Ogni avviso corrisponde a un’informazione. Nel caso di Valsartan / Idroclorotiazide, uno dei farmaci più utilizzati per l’ipertensione, l’ansiolitico Trankimazin (benzodiazepine), l’omeprazolo contro il reflusso gastrico e l’ulcera, l’antibiotico Augmentin o il popolare analgesico paracetamolo, l’AEMPS informa che “esistono altri farmaci con gli stessi principi attivi e per la stessa via di somministrazione”.

La situazione è un po’ più complessa per un altro farmaco per la pressione sanguigna, Irbesartan, Losartan o Valsartan compresse rivestite con film EFG, per il quale l’AEMPS invita il medico prescrittore a “determinare la possibilità di utilizzare altri trattamenti commercializzati”.

La dopamina Grifols; Depakine, un antiepilettico e stabilizzatore dell’umore; l’antibiotico Clamoxyl in forma iniettabile intramuscolare; o Rimactan, contro la tubercolosi, “possono essere richiesti come farmaci stranieri”.

E altri, come il farmaco Champix per smettere di fumare, sono stati ritirati in tutta Europa a causa di una revisione sanitaria.

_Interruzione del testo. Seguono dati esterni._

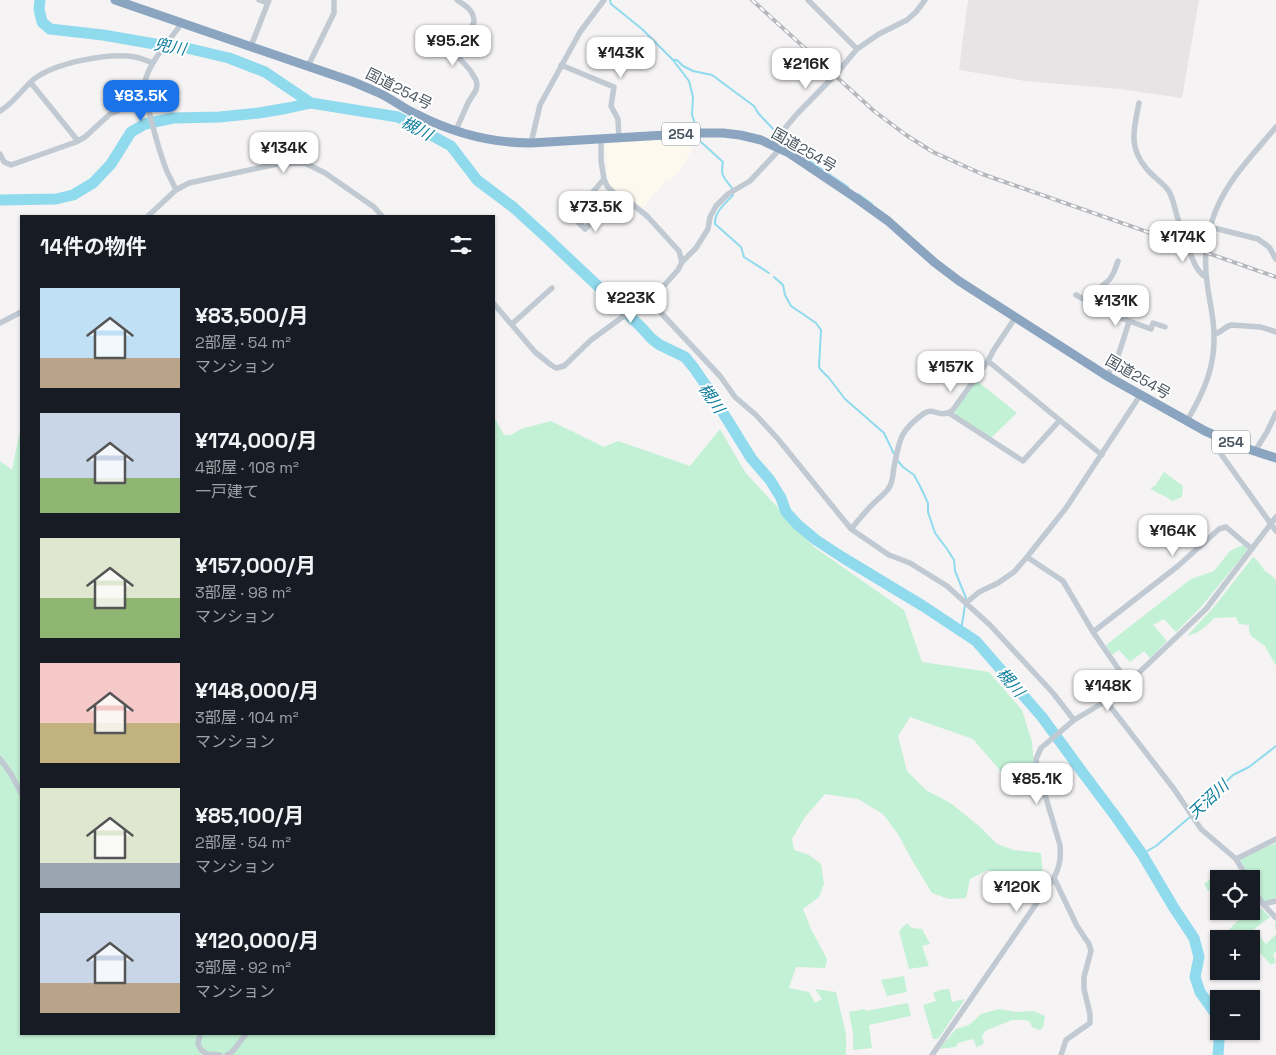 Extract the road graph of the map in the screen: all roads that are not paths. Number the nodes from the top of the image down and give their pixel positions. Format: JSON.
{"nodes":[{"id":1,"x":115,"y":0,"type":"edge"},
{"id":2,"x":259,"y":0,"type":"edge"},
{"id":3,"x":334,"y":0,"type":"edge"},
{"id":4,"x":457,"y":0,"type":"edge"},
{"id":5,"x":604,"y":0,"type":"edge"},
{"id":6,"x":808,"y":0,"type":"edge"},
{"id":7,"x":925,"y":0,"type":"edge"},
{"id":8,"x":268,"y":2,"type":"edge"},
{"id":9,"x":182,"y":23,"type":"junction"},
{"id":10,"x":251,"y":46,"type":"junction"},
{"id":11,"x":857,"y":49,"type":"junction"},
{"id":12,"x":155,"y":61,"type":"junction"},
{"id":13,"x":308,"y":66,"type":"junction"},
{"id":14,"x":561,"y":66,"type":"junction"},
{"id":15,"x":31,"y":82,"type":"junction"},
{"id":16,"x":146,"y":101,"type":"junction"},
{"id":17,"x":1139,"y":103,"type":"dead end"},
{"id":18,"x":0,"y":111,"type":"edge"},
{"id":19,"x":1276,"y":127,"type":"edge"},
{"id":20,"x":456,"y":130,"type":"junction"},
{"id":21,"x":601,"y":138,"type":"junction"},
{"id":22,"x":619,"y":138,"type":"junction"},
{"id":23,"x":78,"y":141,"type":"junction"},
{"id":24,"x":531,"y":143,"type":"junction"},
{"id":25,"x":772,"y":144,"type":"junction"},
{"id":26,"x":780,"y":149,"type":"junction"},
{"id":27,"x":0,"y":154,"type":"edge"},
{"id":28,"x":604,"y":179,"type":"junction"},
{"id":29,"x":176,"y":190,"type":"junction"},
{"id":30,"x":618,"y":196,"type":"junction"},
{"id":31,"x":149,"y":215,"type":"edge"},
{"id":32,"x":381,"y":215,"type":"edge"},
{"id":33,"x":1210,"y":227,"type":"junction"},
{"id":34,"x":1184,"y":230,"type":"junction"},
{"id":35,"x":1208,"y":239,"type":"junction"},
{"id":36,"x":1276,"y":259,"type":"edge"},
{"id":37,"x":1118,"y":261,"type":"dead end"},
{"id":38,"x":682,"y":262,"type":"junction"},
{"id":39,"x":1206,"y":278,"type":"junction"},
{"id":40,"x":552,"y":288,"type":"dead end"},
{"id":41,"x":1076,"y":295,"type":"dead end"},
{"id":42,"x":648,"y":299,"type":"junction"},
{"id":43,"x":495,"y":305,"type":"edge"},
{"id":44,"x":1095,"y":305,"type":"junction"},
{"id":45,"x":20,"y":313,"type":"edge"},
{"id":46,"x":1015,"y":318,"type":"junction"},
{"id":47,"x":1129,"y":322,"type":"junction"},
{"id":48,"x":0,"y":323,"type":"edge"},
{"id":49,"x":512,"y":324,"type":"junction"},
{"id":50,"x":1165,"y":327,"type":"dead end"},
{"id":51,"x":1276,"y":332,"type":"edge"},
{"id":52,"x":1214,"y":334,"type":"junction"},
{"id":53,"x":988,"y":361,"type":"junction"},
{"id":54,"x":1107,"y":376,"type":"junction"},
{"id":55,"x":1140,"y":394,"type":"junction"},
{"id":56,"x":949,"y":413,"type":"junction"},
{"id":57,"x":1276,"y":413,"type":"edge"},
{"id":58,"x":1060,"y":420,"type":"junction"},
{"id":59,"x":1187,"y":422,"type":"junction"},
{"id":60,"x":1221,"y":438,"type":"junction"},
{"id":61,"x":1255,"y":451,"type":"junction"},
{"id":62,"x":1102,"y":455,"type":"junction"},
{"id":63,"x":1276,"y":458,"type":"edge"},
{"id":64,"x":1276,"y":517,"type":"edge"},
{"id":65,"x":1271,"y":524,"type":"junction"},
{"id":66,"x":851,"y":529,"type":"junction"},
{"id":67,"x":1276,"y":531,"type":"edge"},
{"id":68,"x":1252,"y":549,"type":"junction"},
{"id":69,"x":1027,"y":557,"type":"junction"},
{"id":70,"x":966,"y":603,"type":"junction"},
{"id":71,"x":1093,"y":632,"type":"junction"},
{"id":72,"x":1128,"y":683,"type":"junction"},
{"id":73,"x":1106,"y":701,"type":"junction"},
{"id":74,"x":1073,"y":721,"type":"junction"},
{"id":75,"x":0,"y":759,"type":"edge"},
{"id":76,"x":20,"y":791,"type":"edge"},
{"id":77,"x":1276,"y":839,"type":"edge"},
{"id":78,"x":1236,"y":859,"type":"junction"},
{"id":79,"x":1243,"y":870,"type":"edge"},
{"id":80,"x":1054,"y":878,"type":"junction"},
{"id":81,"x":1260,"y":899,"type":"edge"},
{"id":82,"x":1276,"y":901,"type":"edge"},
{"id":83,"x":1263,"y":904,"type":"junction"},
{"id":84,"x":1276,"y":918,"type":"edge"},
{"id":85,"x":200,"y":1035,"type":"edge"},
{"id":86,"x":245,"y":1035,"type":"edge"},
{"id":87,"x":220,"y":1055,"type":"edge"},
{"id":88,"x":227,"y":1055,"type":"edge"},
{"id":89,"x":932,"y":1055,"type":"edge"},
{"id":90,"x":1061,"y":1055,"type":"edge"}],
"edges":[{"from":1,"to":9,"type":"highway","name":"国道254号","number":"254"},
{"from":2,"to":8,"type":"street"},
{"from":3,"to":13,"type":"street"},
{"from":4,"to":20,"type":"street"},
{"from":5,"to":14,"type":"street"},
{"from":6,"to":11,"type":"street"},
{"from":7,"to":11,"type":"street"},
{"from":8,"to":10,"type":"street"},
{"from":9,"to":10,"type":"highway","name":"国道254号","number":"254"},
{"from":9,"to":12,"type":"street"},
{"from":10,"to":13,"type":"highway","name":"国道254号","number":"254"},
{"from":11,"to":25,"type":"street"},
{"from":12,"to":15,"type":"street"},
{"from":12,"to":16,"type":"street"},
{"from":13,"to":20,"type":"highway","name":"国道254号","number":"254"},
{"from":14,"to":22,"type":"street"},
{"from":14,"to":24,"type":"street"},
{"from":15,"to":18,"type":"street"},
{"from":15,"to":23,"type":"street"},
{"from":16,"to":23,"type":"street"},
{"from":16,"to":29,"type":"street"},
{"from":17,"to":34,"type":"street"},
{"from":19,"to":33,"type":"street"},
{"from":20,"to":24,"type":"highway","name":"国道254号","number":"254"},
{"from":21,"to":22,"type":"highway","name":"国道254号","number":"254"},
{"from":21,"to":24,"type":"highway","name":"国道254号","number":"254"},
{"from":21,"to":28,"type":"street"},
{"from":22,"to":25,"type":"highway","name":"国道254号","number":"254"},
{"from":23,"to":27,"type":"street"},
{"from":25,"to":26,"type":"highway","name":"国道254号","number":"254"},
{"from":26,"to":38,"type":"street"},
{"from":26,"to":46,"type":"highway","name":"国道254号","number":"254"},
{"from":28,"to":30,"type":"street"},
{"from":28,"to":30,"type":"street"},
{"from":29,"to":31,"type":"street"},
{"from":29,"to":32,"type":"street"},
{"from":30,"to":38,"type":"street"},
{"from":33,"to":35,"type":"street"},
{"from":33,"to":36,"type":"street"},
{"from":34,"to":35,"type":"street"},
{"from":34,"to":39,"type":"street"},
{"from":35,"to":39,"type":"street"},
{"from":37,"to":44,"type":"street"},
{"from":38,"to":42,"type":"street"},
{"from":39,"to":52,"type":"street"},
{"from":40,"to":49,"type":"street"},
{"from":41,"to":44,"type":"street"},
{"from":42,"to":49,"type":"street"},
{"from":42,"to":66,"type":"street"},
{"from":43,"to":49,"type":"street"},
{"from":44,"to":47,"type":"street"},
{"from":45,"to":48,"type":"street"},
{"from":46,"to":53,"type":"street"},
{"from":46,"to":54,"type":"highway","name":"国道254号","number":"254"},
{"from":47,"to":50,"type":"street"},
{"from":47,"to":54,"type":"street"},
{"from":51,"to":52,"type":"street"},
{"from":52,"to":59,"type":"street"},
{"from":53,"to":56,"type":"street"},
{"from":53,"to":58,"type":"street"},
{"from":54,"to":55,"type":"highway","name":"国道254号","number":"254"},
{"from":55,"to":59,"type":"highway","name":"国道254号","number":"254"},
{"from":55,"to":62,"type":"street"},
{"from":56,"to":58,"type":"street"},
{"from":56,"to":66,"type":"street"},
{"from":57,"to":61,"type":"street"},
{"from":58,"to":62,"type":"street"},
{"from":59,"to":60,"type":"highway","name":"国道254号","number":"254"},
{"from":60,"to":61,"type":"highway","name":"国道254号","number":"254"},
{"from":60,"to":65,"type":"street"},
{"from":61,"to":63,"type":"highway","name":"国道254号","number":"254"},
{"from":62,"to":69,"type":"street"},
{"from":64,"to":65,"type":"street"},
{"from":65,"to":67,"type":"street"},
{"from":65,"to":68,"type":"street"},
{"from":66,"to":70,"type":"street"},
{"from":68,"to":71,"type":"street"},
{"from":68,"to":72,"type":"street"},
{"from":69,"to":70,"type":"street"},
{"from":69,"to":71,"type":"street"},
{"from":70,"to":74,"type":"street"},
{"from":71,"to":72,"type":"street"},
{"from":72,"to":73,"type":"street"},
{"from":73,"to":74,"type":"street"},
{"from":73,"to":78,"type":"street"},
{"from":74,"to":80,"type":"street"},
{"from":75,"to":76,"type":"street"},
{"from":77,"to":78,"type":"street"},
{"from":78,"to":79,"type":"street"},
{"from":80,"to":89,"type":"street"},
{"from":80,"to":90,"type":"street"},
{"from":81,"to":83,"type":"street"},
{"from":82,"to":83,"type":"street"},
{"from":83,"to":84,"type":"street"},
{"from":85,"to":87,"type":"street"},
{"from":86,"to":88,"type":"street"}]}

Juan Pedro Risquez, vicepresidente del Consiglio generale delle associazioni ufficiali dei farmacisti (CGCOF), ha spiegato a EL ESPAÑOL che i problemi nella catena di approvvigionamento sono già temporanei a livello globale.

Una parte della produzione può essere situata in Asia e un’altra componente nel Regno Unito.

Questo non significa, però, che il paziente sia privato di risorse: “Manca il famoso farmaco, ma ci sono alternative”, sosteneva nei mesi precedenti la pandemia.

Oggi, istituzioni come l’Associazione spagnola di farmaci generici (AESEG) ammettono che “c’è qualche preoccupazione”, se non a breve termine, ma guardando all’orizzonte.

“Al momento, non c’è nessun allarme nella fabbricazione di medicinali, né generici né di marca”, ha spiegato il segretario generale dell’AESEG, Ángel Luis Rodríguez de la Cuerda, all’agenzia di stampa EFE.

Tuttavia, la crisi di carenza, la crisi energetica e la crisi di approvvigionamento farmaceutico hanno finito per incontrarsi.

Così, Rodríguez de la Cuerda ha insistito che c’è “stock” per i mesi a venire, ma ci sono state anche “tensioni nella catena di approvvigionamento” che causano un aumento dei costi che devono essere sostenuti.

A medio e lungo termine, l’impatto dell’aumento dei costi delle materie prime, dei trasporti e dell’energia potrebbe avere un effetto di aggravamento.